The OS according to donor source (MRD vs MUD vs haplo-HCT) was comparable (p=ns) in pts transplanted in CR.

The 2-year OS in pts affected by acute myeloid leukemia was 66%, 60% and 13% for patients transplanted in CR1, >CR1 and PD, respectively. The outcome analysis (OS, relapse incidence, transplant related mortality) per donor source was comparable (p=ns) within CR setting.
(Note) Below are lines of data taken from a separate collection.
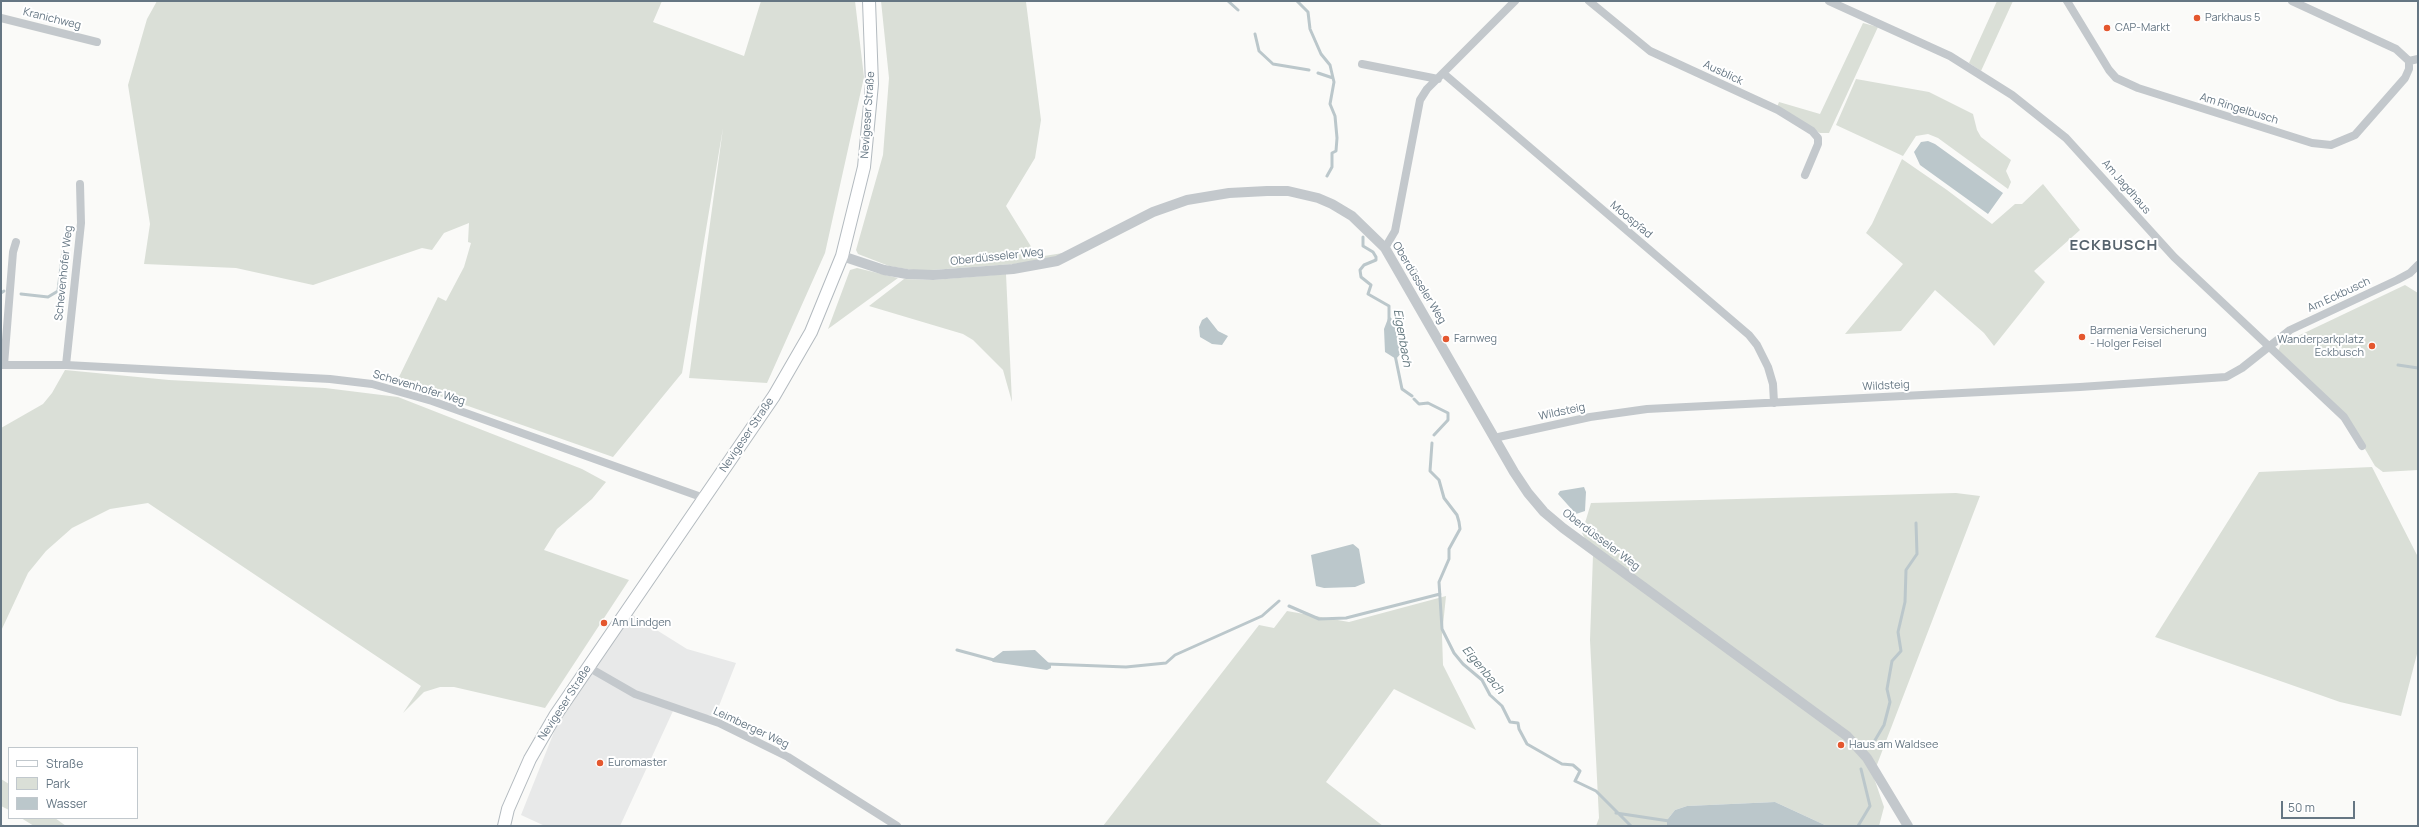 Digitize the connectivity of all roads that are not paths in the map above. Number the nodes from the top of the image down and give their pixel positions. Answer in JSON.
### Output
{"nodes":[{"id":1,"x":869,"y":1,"type":"edge"},
{"id":2,"x":1515,"y":1,"type":"edge"},
{"id":3,"x":1589,"y":1,"type":"edge"},
{"id":4,"x":1829,"y":1,"type":"edge"},
{"id":5,"x":2067,"y":1,"type":"edge"},
{"id":6,"x":2292,"y":1,"type":"edge"},
{"id":7,"x":1,"y":18,"type":"edge"},
{"id":8,"x":97,"y":42,"type":"dead end"},
{"id":9,"x":2418,"y":59,"type":"edge"},
{"id":10,"x":2409,"y":61,"type":"junction"},
{"id":11,"x":1362,"y":64,"type":"dead end"},
{"id":12,"x":1440,"y":76,"type":"junction"},
{"id":13,"x":1805,"y":175,"type":"dead end"},
{"id":14,"x":80,"y":184,"type":"dead end"},
{"id":15,"x":16,"y":242,"type":"dead end"},
{"id":16,"x":1385,"y":248,"type":"junction"},
{"id":17,"x":842,"y":256,"type":"junction"},
{"id":18,"x":2418,"y":265,"type":"edge"},
{"id":19,"x":2270,"y":345,"type":"junction"},
{"id":20,"x":2,"y":365,"type":"edge"},
{"id":21,"x":66,"y":365,"type":"junction"},
{"id":22,"x":1774,"y":403,"type":"junction"},
{"id":23,"x":1494,"y":438,"type":"junction"},
{"id":24,"x":2362,"y":446,"type":"dead end"},
{"id":25,"x":704,"y":498,"type":"junction"},
{"id":26,"x":588,"y":667,"type":"junction"},
{"id":27,"x":504,"y":826,"type":"edge"},
{"id":28,"x":896,"y":826,"type":"edge"},
{"id":29,"x":1908,"y":826,"type":"edge"}],
"edges":[{"from":1,"to":17,"type":"main road","name":"Nevigeser Straße"},
{"from":2,"to":12,"type":"street"},
{"from":3,"to":13,"type":"street","name":"Ausblick"},
{"from":4,"to":19,"type":"street","name":"Am Jagdhaus"},
{"from":5,"to":10,"type":"street","name":"Am Ringelbusch"},
{"from":6,"to":10,"type":"street"},
{"from":7,"to":8,"type":"street","name":"Kranichweg"},
{"from":9,"to":10,"type":"street"},
{"from":11,"to":12,"type":"street"},
{"from":12,"to":16,"type":"street"},
{"from":12,"to":22,"type":"street","name":"Moospfad"},
{"from":14,"to":21,"type":"street","name":"Schevenhofer Weg"},
{"from":15,"to":20,"type":"street","name":"Schevenhofer Weg"},
{"from":16,"to":17,"type":"street","name":"Oberdüsseler Weg"},
{"from":16,"to":23,"type":"street","name":"Oberdüsseler Weg"},
{"from":17,"to":25,"type":"main road","name":"Nevigeser Straße"},
{"from":18,"to":19,"type":"street","name":"Am Eckbusch"},
{"from":19,"to":22,"type":"street","name":"Wildsteig"},
{"from":19,"to":24,"type":"street","name":"Am Jagdhaus"},
{"from":20,"to":21,"type":"street","name":"Schevenhofer Weg"},
{"from":21,"to":25,"type":"street","name":"Schevenhofer Weg"},
{"from":22,"to":23,"type":"street","name":"Wildsteig"},
{"from":23,"to":29,"type":"street","name":"Oberdüsseler Weg"},
{"from":25,"to":26,"type":"main road","name":"Nevigeser Straße"},
{"from":26,"to":27,"type":"main road","name":"Nevigeser Straße"},
{"from":26,"to":28,"type":"street","name":"Leimberger Weg"}]}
Conclusion. For many pts with HRHD, HCT from a MRD provides the best chance for long-term survival. However, only approximately 30% of individuals have a MRD. In our experience, haplo-HCT offers a concrete option of cure to HRHD pts: outcome results are superimposable to MRD and MUD in pts in CR at HCT. In ITT analysis, 80% of candidate pts received an HCT as a potential immunotherapy. All patients affected by HRHD, for whom an HCT is part of their therapeutic program, should proceed with a well-timed HCT whatever the stem cell source, and in the absence of a fully HLA-compatible donor the option of a haploidentical donor should be simultaneously considered.